Only 23% of Whites liked the idea while 61% opposed. Democrats favored the defund the police movement 50% to 34% opposed. Only 11% of Republicans would like to defund police while 84% opposed the idea.

This may explain the close results of the recent property tax vote for the sheriff’s office in East Baton Rouge Parish. The property tax, which comes up for a vote every ten years, helps fund the sheriff’s operating budget. It passed but only by a margin of 53% to 47%. Ten years prior, voters approved the same tax by a margin of 84% to 16%.

The “no” votes were concentrated in the heart of the city of Baton Rouge while the “yes” votes spread along a line extending from St. George to Central, largely in the suburbs, according to a map of precincts.

A couple of left-leaning groups campaigned against the tax. If the tax would have failed it would have meant a defunding of 17% of the sheriff’s operating budget.

“For me, the 53-47 vote was amazing,” said the Rev. Alexis Anderson, a member of the East Baton Rouge Parish Prison Reform Coalition.

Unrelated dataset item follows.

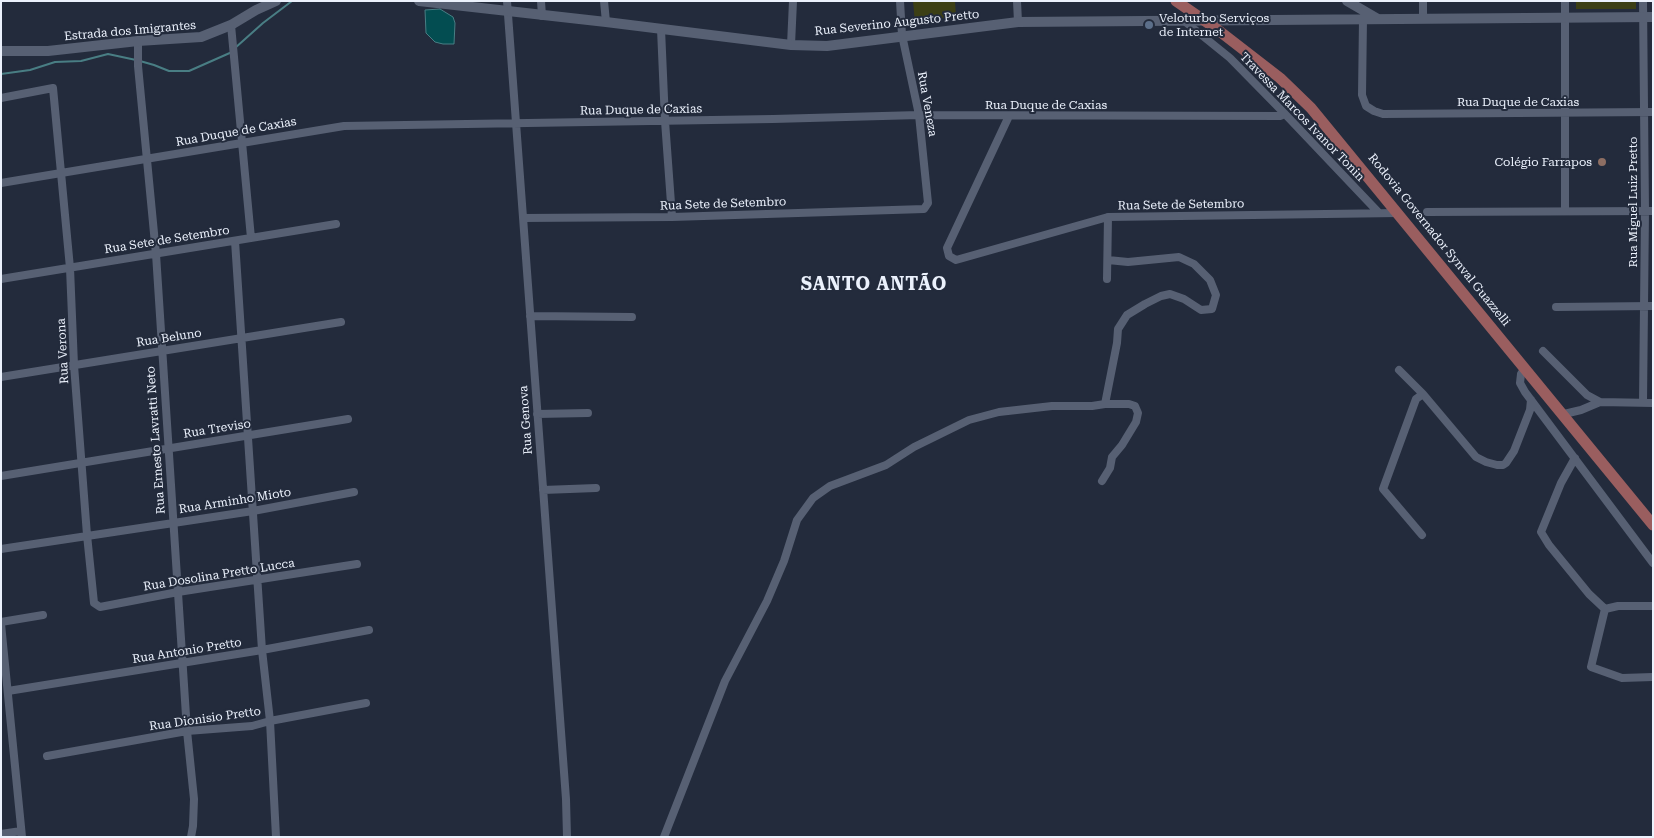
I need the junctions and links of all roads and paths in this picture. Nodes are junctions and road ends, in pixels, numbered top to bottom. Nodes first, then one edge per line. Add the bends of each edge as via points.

Is the defund-police movement gaining traction in Louisiana?

“In a lot of respects, it’s kind of a reflection of mainstream politics catching up with social movements,” Bryan McCann, an associate professor at LSU who researches crime and public culture, told this newspaper

McCann says 10 years ago, the defund police movement conversation was a nonstarter.

“Not only are we having this very large and intense reckoning presently in the midst of George Floyd’s death, but also we’re still, in Baton Rouge, living with the legacy of Alton Sterling,” McCann said. Sterling’s shooting by police precipitated protests in Baton Rouge in the summer of 2016.

As Baton Rouge continues to experience a considerable increase in homicides, the idea of defunding police seems like pure insanity. Ideally, you would also think having a tough law-and-order mayor-president would be important, not someone perceived as anti-cop.

We need to support police now more than ever. As blood continues to spill on the streets of Baton Rouge, police should be better funded, not defunded.